Abstract

There is no financial information to disclose. Hemi-contralateral C7 nerve root (hemi-CC7) transfer to median nerve has been done in total root avulsion brachial plexus injury to restore protective sensation of the hand and finger flexion. The hypothesis of this study is that hemi-CC7 transfer to median nerve can provide useful protective sensation of the hand in the brachial plexus injury patients. Brachial plexus injury patients who underwent hemi-CC7 transfer to median nerve from 2000 to 2012 at a single institution were evaluated with multimodality of sensory evaluation, including simple light touch, the Semmes-Weinstein monofilament testing, 2-point discrimination and vibration perception threshold. The measurements performed at least 4 years after the operation.
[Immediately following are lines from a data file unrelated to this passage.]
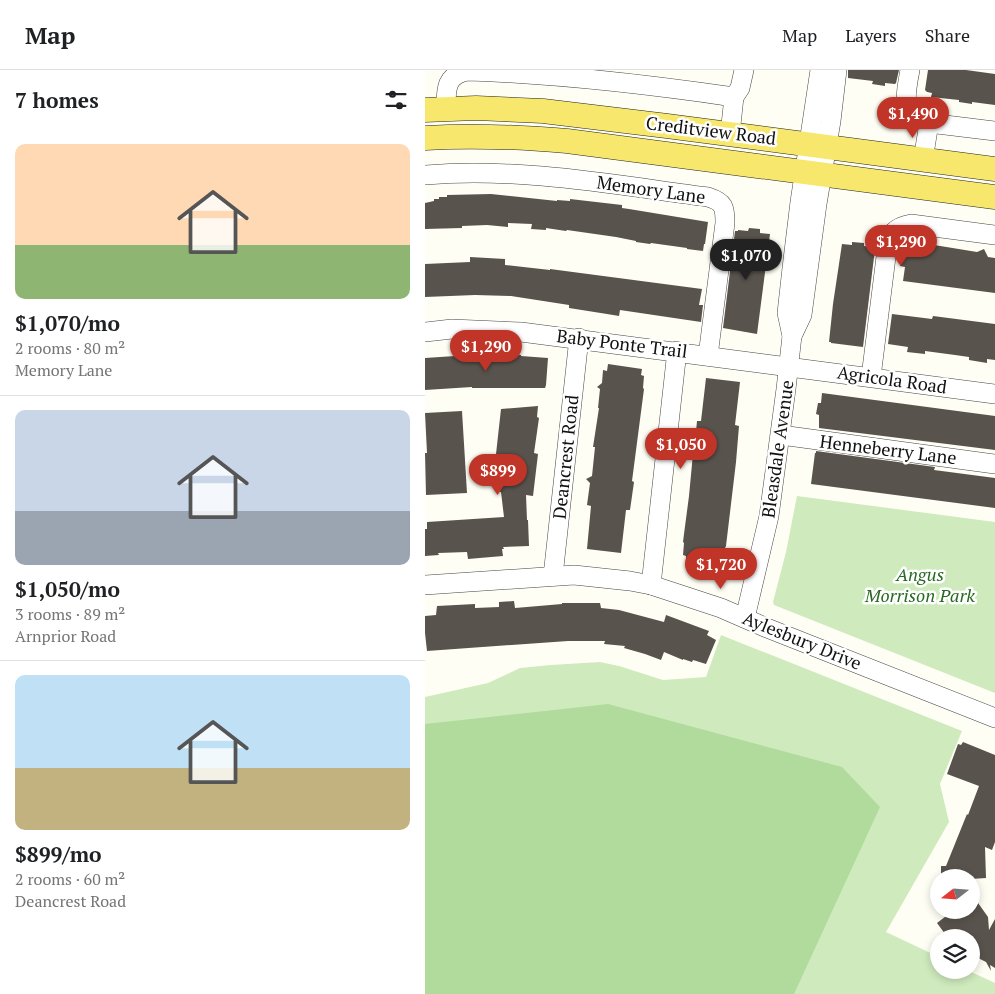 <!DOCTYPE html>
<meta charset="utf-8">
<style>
:root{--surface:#fff;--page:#f6f6f6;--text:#202124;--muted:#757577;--line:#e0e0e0;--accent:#c13428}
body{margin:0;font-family:"PT Serif",serif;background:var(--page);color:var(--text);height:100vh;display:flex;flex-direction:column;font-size:19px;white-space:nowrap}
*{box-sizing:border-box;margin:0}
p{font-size:16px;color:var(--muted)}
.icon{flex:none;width:28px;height:28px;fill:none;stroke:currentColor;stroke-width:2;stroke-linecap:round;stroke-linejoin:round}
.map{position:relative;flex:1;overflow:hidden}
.side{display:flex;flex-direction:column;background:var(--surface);width:425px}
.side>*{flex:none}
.needle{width:32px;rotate:253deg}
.fabs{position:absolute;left:505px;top:799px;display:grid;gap:10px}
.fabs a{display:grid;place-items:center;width:50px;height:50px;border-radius:50%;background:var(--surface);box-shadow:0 2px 8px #0003;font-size:25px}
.price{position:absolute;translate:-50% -42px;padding:0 11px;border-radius:18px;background:var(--accent);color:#fff;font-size:16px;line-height:32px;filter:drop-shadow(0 1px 2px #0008)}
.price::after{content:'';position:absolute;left:50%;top:30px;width:15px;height:11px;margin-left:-8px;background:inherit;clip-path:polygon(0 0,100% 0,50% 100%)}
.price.current{background:#222;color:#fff}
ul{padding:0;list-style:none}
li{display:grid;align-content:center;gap:10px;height:265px;padding:0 15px}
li+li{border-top:1px solid var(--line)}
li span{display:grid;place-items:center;height:155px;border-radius:10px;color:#555}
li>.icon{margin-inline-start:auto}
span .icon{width:90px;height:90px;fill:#fffc;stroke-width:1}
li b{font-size:21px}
h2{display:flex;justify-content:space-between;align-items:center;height:60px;padding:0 15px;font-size:21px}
header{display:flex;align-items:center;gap:30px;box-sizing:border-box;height:70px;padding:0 25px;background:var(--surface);border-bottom:1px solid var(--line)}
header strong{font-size:24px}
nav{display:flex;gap:28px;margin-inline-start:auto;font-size:18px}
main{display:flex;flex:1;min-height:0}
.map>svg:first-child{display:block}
.green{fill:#cfeabd}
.forest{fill:#b0db9c}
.building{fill:#59534d}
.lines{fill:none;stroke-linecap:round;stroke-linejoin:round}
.minor-casing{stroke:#444;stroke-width:20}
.major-casing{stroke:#222;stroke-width:25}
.minor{stroke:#fff;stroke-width:19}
.major{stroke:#f7e76c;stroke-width:24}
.labels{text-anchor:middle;stroke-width:5;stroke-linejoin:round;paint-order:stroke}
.street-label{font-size:18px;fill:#111;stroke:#fff}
.park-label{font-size:18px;font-style:italic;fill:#266920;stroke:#fff}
</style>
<header>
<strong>Map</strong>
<nav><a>Map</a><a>Layers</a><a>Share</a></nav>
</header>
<main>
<section class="side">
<h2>7 homes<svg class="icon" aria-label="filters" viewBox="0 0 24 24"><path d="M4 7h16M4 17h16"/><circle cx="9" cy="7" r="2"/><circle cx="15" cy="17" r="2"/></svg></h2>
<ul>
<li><span style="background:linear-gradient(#ffd9b3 65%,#8fb573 0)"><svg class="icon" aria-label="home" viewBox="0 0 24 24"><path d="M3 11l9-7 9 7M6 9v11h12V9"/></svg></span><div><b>$1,070/mo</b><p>2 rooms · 80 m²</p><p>Memory Lane</p></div></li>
<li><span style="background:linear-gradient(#c9d6e8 65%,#9aa5b1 0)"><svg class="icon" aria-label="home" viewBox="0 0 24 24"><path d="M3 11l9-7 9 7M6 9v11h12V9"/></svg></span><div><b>$1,050/mo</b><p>3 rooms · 89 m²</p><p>Arnprior Road</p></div></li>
<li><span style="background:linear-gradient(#bfe0f5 60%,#c2b280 0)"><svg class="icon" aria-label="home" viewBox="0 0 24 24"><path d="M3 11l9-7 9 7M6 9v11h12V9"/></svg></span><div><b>$899/mo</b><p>2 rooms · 60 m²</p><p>Deancrest Road</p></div></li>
</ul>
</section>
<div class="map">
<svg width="570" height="924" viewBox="0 0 570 924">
<rect width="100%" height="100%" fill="#fffef4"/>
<g class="green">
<polygon points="372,426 570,452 570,623 349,535 348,532 361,482"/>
<polygon points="296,565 537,661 515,714 524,752 461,862 514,887 514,900 542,900 570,913 570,924 0,924 0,627 63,613 95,598 126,595 175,592 194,596 238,610 281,607"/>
</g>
<polygon class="forest" points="183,634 417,697 455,737 369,924 0,924 0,654"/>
<g class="building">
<polygon points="423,0 474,0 471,13 470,14 460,13 460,16 447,14 448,11 423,8"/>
<polygon points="503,0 541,0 570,4 570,35 547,32 547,34 534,32 534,30 506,27 507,23 502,22 500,20"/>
<polygon points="66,124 132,131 132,130 145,131 145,129 197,135 197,138 204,139 283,152 280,174 279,174 278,181 262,179 262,178 226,173 225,174 211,172 211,171 191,167 142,160 141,161 121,158 121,160 106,159 107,154 83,153 83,157 62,155 37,156 37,158 0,159 0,133 9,131 9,129 14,129 14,127 22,127 22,125"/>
<polygon points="324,158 335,159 335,163 345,164 332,264 298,258 310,161 313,161 313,160 323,161"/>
<polygon points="427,172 439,173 439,176 448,177 448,179 450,179 438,277 406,273 406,272 404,272 408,234 417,174 427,175"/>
<polygon points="503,174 552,182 559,179 563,187 570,188 570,223 478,211 480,197 475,196 477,179 486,181 486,178 502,180"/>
<polygon points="45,187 80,189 80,195 125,200 125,199 277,219 274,235 278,235 276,252 195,240 194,246 182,244 144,238 144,235 86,226 50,225 0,227 0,194 45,192"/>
<polygon points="467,244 507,249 508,246 570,254 570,290 562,289 562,293 544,290 544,287 530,285 500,281 500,284 482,282 483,277 463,274"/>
<polygon points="30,285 96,285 96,286 123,288 121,315 120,318 47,318 47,317 0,320 0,288 30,286"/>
<polygon points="183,294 217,299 216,305 219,306 218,318 219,319 207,411 209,412 205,440 201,440 196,483 162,479 166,436 162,435 165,413 161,409 167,406 170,377 168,377 174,338 173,338 175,319 172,317 177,313 178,300 182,301"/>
<polygon points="281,308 315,312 310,355 314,356 311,392 301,476 300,478 299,490 295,489 295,496 261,492 261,486 258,485 259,473 258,472 259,464 264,426 269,373 270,372 272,351 276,351"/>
<polygon points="397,323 570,346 570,380 394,358 394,345 391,344 393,333 396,333"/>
<polygon points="113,336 112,347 114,348 109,383 113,384 108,426 101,425 102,450 103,450 104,476 78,477 79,479 77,479 78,486 43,489 42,482 13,483 14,485 0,486 0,459 2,459 2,452 79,447 76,422 75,422 76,414 74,414 76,394 70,393 76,339"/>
<polygon points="37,341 42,423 1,425 0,383 2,383 0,343"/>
<polygon points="391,381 510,397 509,400 570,408 570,438 386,414 390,383 391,383"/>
<polygon points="89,531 90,538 137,534 137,533 175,533 176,538 194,540 239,552 241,545 284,561 282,565 291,570 281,594 268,590 267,592 258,589 258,590 239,582 236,590 220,584 199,578 200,576 179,574 180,571 143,571 2,581 0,563 0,546 11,545 12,536 50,534 50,538 74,537 74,532"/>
<polygon points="538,672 570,685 570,772 567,780 560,777 561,808 546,809 546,808 516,808 516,796 521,796 542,744 543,745 554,716 522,704 533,674 536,675"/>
<polygon points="546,823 563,847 564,860 570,849 570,898 565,895 566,901 561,892 549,886 553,879 546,868 523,868 512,853 529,840 546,840"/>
</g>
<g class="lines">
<defs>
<g id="minor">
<path d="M485,0C483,12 476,38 489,45C495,48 498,49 504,53L570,61"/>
<path d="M21,39C21,20 20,5 43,1C132,4 220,14 309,27L315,18L319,0"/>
<polyline points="305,64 309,27"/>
<polyline points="498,90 504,53"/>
<path d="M0,105C95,97 190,115 283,127C299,132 300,137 300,153L283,286"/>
<polyline points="0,262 27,259 96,262 570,324"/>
<polyline points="367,266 377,245 392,134 406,51 412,0"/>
<path d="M446,307L462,179C466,163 469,157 486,154L570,165"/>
<polyline points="356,365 570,394"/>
<polyline points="128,506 154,268"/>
<polyline points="0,515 149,505 205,511 226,515 296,538 342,558 570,648"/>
<polyline points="226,515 252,281"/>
<polyline points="320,548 344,446 361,319 367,266 362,243 367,198 375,132 395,0"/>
</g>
<g id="major">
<polyline points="0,40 51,38 118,41 242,56 570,99"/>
<path d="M0,68C48,65 94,67 142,71L570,127"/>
</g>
</defs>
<use href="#minor" class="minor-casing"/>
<use href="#major" class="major-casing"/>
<use href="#minor" class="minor"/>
<use href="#major" class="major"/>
</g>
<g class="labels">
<g class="street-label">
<text transform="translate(286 61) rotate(7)" y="6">Creditview Road</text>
<text transform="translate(226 120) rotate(8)" y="6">Memory Lane</text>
<text transform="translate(197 274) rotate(7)" y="6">Baby Ponte Trail</text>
<text transform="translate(467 310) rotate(8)" y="6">Agricola Road</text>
<text transform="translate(353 379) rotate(-82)" y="6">Bleasdale Avenue</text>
<text transform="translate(463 380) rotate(7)" y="6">Henneberry Lane</text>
<text transform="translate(141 387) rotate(-84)" y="6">Deancrest Road</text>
<text transform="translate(377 571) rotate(22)" y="6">Aylesbury Drive</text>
</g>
<g class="park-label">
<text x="495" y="511">Angus<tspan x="495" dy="21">Morrison Park</tspan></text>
</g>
</g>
</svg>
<div class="fabs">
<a><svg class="needle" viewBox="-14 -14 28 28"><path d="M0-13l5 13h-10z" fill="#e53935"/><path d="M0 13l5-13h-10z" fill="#757577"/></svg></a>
<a><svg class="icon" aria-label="layers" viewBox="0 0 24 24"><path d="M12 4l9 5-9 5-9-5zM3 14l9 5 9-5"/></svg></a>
</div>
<b class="price" style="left:488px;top:69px">$1,490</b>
<b class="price" style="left:476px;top:197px">$1,290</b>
<b class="price current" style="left:321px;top:211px">$1,070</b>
<b class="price" style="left:61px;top:302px">$1,290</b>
<b class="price" style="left:256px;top:400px">$1,050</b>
<b class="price" style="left:73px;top:426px">$899</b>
<b class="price" style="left:296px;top:520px">$1,720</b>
</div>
</main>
Fifty patients underwent hemi-CC7 transfer to median nerve using a vascularized ulnar nerve graft were evaluated. The mean age at the time of injury was 25 years. The average time from injury to surgery was 9 months (range, 2-25 mo.). The average postoperative follow-up time was 89 months (range, 48 – 191 mo.). Nine patients (18%) showed response with the simple light touch. Sixteen patients (32%) could sense the Semmes-Weinstein monofilament test. Five patients recognized the 4.56 filament and 11 patients recognized the 6.65 filament. No patients developed 2-point discrimination sense less than 15mm. No patient responded to vibration testing with 256 Hz tuning fork. Nine patients (18%) had S3 recovery, according to British Medical Research Council grading system. •According to monofilament testing and 2-point discrimination interpretation, no patient had the sensory recovery at the level of protective sensation.•Previous studies reported recovery of the sensation more than 80% of the patients, however, most of them had difficulty to localize the stimulus.•Our study used multimodality sensory testing to evaluate the quality of neural recovery.